An electronic act recently started in The Creative Capital that has the potential to get a buzz going in 2016 is Bellerophon, the brainchild of musician Mauricio Ossa. Ahead of the band’s show at Dusk on January 16 with Attleboro synth rockers Cat Has Claws and fellow electronic act Favourite, I had a chat with Ossa about how he ended up in Providence from Chile, his punk rock roots and what Bellerophon’s plans are for the rest of the year.
Rob Duguay: For starters, how did you end up in Providence? You’re originally from Chile, you went to school in Miami and now you’re here.
Mauricio Ossa: I went from Santiago in Chile, my home city, to Miami and I stayed there for a while. Then I realized that I wanted to do more things with music so one day I packed everything, picked up my bass and went to Montreal. A lot of good music was coming out of there at the time — this was 2007. I was following a lot of the bands that were in that scene.
RD: You had Arcade Fire.
MO: You had Wolf Parade, Tokyo Police Club and all of these other bands. It wasn’t really anything new and it was recycled, but there’s something different about those bands. When I went there I just had my bass, a cable and nothing else to play with, barely any money, so then I realized that I had to get back to the States. So I signed up for school at Johnson & Wales and that’s how I ended up in Providence. From Providence I kind of ended up moving to other places but coming from Montreal to Providence was pretty surreal. At the time I hadn’t lived in the States for around three years and then I just moved to the East Coast. Everyday it kind of shocks me a little bit that I live in Providence because it’s really random. I’ll ask myself “How am I here?” But it just happened and that’s pretty much the whole story.
RD: Providence is one of those places that if you stay around here long enough you kind of don’t want to leave. You want to stick around and see what’s happening next. What was it like for you growing up in Santiago? Were you exposed to a lot of music?

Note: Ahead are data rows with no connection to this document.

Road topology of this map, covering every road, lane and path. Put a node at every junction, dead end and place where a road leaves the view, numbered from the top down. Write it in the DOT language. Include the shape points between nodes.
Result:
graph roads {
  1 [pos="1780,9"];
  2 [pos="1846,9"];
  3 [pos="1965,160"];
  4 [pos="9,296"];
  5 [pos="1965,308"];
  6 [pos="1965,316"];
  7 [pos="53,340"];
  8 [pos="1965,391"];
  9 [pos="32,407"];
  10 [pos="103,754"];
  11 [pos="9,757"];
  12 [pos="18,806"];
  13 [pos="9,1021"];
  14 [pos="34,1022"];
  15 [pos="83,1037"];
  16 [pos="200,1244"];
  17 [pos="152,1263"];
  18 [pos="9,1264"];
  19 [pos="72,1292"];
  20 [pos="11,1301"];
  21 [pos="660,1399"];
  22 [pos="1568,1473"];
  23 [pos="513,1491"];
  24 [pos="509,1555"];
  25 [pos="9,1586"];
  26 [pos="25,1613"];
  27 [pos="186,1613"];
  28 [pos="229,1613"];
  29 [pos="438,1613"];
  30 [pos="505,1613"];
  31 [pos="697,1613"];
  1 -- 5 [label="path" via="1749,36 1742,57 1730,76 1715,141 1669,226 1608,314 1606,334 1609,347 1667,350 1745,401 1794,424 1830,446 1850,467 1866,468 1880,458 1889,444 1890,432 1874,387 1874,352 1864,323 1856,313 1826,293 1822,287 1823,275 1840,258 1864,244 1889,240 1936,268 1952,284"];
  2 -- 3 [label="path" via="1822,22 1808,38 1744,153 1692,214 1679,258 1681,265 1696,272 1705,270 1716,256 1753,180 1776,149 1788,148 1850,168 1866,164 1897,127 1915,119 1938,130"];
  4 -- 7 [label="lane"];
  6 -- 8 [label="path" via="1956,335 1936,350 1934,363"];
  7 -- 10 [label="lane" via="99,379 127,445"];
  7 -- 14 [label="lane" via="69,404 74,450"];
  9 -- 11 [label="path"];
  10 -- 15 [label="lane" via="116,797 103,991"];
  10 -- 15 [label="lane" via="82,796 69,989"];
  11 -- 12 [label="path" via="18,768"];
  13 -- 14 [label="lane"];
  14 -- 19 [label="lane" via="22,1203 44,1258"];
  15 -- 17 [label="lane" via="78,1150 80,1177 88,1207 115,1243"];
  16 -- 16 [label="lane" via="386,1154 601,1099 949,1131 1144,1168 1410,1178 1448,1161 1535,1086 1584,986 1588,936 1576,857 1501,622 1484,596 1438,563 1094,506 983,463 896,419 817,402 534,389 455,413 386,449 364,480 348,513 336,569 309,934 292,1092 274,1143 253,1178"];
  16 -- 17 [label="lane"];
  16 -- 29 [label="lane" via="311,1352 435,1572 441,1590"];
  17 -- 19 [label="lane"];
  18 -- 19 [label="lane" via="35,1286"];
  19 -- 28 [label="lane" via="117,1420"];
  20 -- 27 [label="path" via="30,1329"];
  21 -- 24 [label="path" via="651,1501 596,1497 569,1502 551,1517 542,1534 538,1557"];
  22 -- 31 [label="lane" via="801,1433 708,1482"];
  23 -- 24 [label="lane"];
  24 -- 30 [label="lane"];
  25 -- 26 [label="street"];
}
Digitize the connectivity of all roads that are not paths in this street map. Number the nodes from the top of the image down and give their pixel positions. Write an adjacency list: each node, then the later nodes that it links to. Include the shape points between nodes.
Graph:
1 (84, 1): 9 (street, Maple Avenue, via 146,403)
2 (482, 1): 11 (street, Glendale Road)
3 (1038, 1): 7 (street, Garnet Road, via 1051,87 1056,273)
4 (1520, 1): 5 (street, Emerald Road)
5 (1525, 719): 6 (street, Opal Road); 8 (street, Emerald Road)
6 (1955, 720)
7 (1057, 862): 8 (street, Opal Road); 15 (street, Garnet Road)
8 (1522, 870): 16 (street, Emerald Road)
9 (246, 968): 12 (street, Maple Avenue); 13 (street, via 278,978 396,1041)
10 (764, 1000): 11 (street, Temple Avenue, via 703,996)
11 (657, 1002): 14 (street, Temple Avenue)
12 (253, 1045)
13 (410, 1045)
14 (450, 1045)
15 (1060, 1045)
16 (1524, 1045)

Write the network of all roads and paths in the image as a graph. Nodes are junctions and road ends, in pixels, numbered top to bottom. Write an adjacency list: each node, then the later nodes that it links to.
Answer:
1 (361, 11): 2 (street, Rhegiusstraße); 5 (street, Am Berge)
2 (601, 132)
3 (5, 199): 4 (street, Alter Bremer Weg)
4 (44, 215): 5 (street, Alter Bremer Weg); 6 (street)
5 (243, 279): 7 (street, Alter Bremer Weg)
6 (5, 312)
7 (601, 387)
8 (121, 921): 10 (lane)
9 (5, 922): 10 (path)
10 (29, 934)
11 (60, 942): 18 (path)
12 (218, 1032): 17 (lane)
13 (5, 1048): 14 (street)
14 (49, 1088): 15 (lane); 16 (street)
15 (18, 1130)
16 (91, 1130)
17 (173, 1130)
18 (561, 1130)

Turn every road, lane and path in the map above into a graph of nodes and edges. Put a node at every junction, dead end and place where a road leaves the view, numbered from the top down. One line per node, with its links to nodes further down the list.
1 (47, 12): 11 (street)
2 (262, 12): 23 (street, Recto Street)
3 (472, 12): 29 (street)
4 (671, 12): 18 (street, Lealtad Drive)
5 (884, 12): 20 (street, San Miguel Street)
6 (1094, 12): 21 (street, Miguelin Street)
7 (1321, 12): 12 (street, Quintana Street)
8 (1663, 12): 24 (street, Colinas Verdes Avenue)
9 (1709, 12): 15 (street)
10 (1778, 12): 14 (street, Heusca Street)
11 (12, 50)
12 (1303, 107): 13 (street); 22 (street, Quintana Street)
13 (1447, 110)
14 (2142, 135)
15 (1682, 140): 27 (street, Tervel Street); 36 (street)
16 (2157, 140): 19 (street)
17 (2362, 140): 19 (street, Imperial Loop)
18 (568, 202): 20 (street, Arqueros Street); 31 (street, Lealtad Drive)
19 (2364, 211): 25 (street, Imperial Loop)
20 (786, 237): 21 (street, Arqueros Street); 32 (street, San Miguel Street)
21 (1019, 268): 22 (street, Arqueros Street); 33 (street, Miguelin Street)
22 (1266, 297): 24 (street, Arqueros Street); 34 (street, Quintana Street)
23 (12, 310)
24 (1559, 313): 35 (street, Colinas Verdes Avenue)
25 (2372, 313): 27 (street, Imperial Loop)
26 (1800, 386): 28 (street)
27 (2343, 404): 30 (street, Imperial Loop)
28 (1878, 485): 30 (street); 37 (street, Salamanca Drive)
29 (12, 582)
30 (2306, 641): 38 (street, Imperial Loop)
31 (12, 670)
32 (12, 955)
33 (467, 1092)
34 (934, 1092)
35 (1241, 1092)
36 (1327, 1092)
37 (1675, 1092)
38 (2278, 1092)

MO: Yeah, it was amazing. Actually I had a band there, we started as a sort of pop punk band and it was fairly popular. We would do shows where we would cover Millencolin songs and a bunch of other Swedish punk bands we listened to. We’d have a small draw, like 200 people and all that stuff. We started getting really into it, writing our own songs and leaving the covers behind. Then we had a transformation in the early 2000s where we had to go emo. It was new and fresh at the time and those haircuts were new and everything. I remember when we used to do shows together and we’d release demos and stuff like that. This was before Facebook was big, so we would put posters all over the streets and hand flyers to people. We would play shows with friends who had bigger bands and we would open for them and that was the first time I played in front of 1,000 people.
RD: What was the name of the band?
MO: It was called Eimy, pronounced like the girl’s name. We still have videos on Youtube from back then that have 250,000 views. It was really cool growing up because it wasn’t short of any city you could play in. If you wanted to do a show and you had a little bit of money you could just do it. Take the bus or the subway and you’re still in Latin America so there’s still a Latino culture, but you’re influenced by all the outside things. I guess that’s why it wasn’t hard to move to the States because there was already that culture infiltrated into it.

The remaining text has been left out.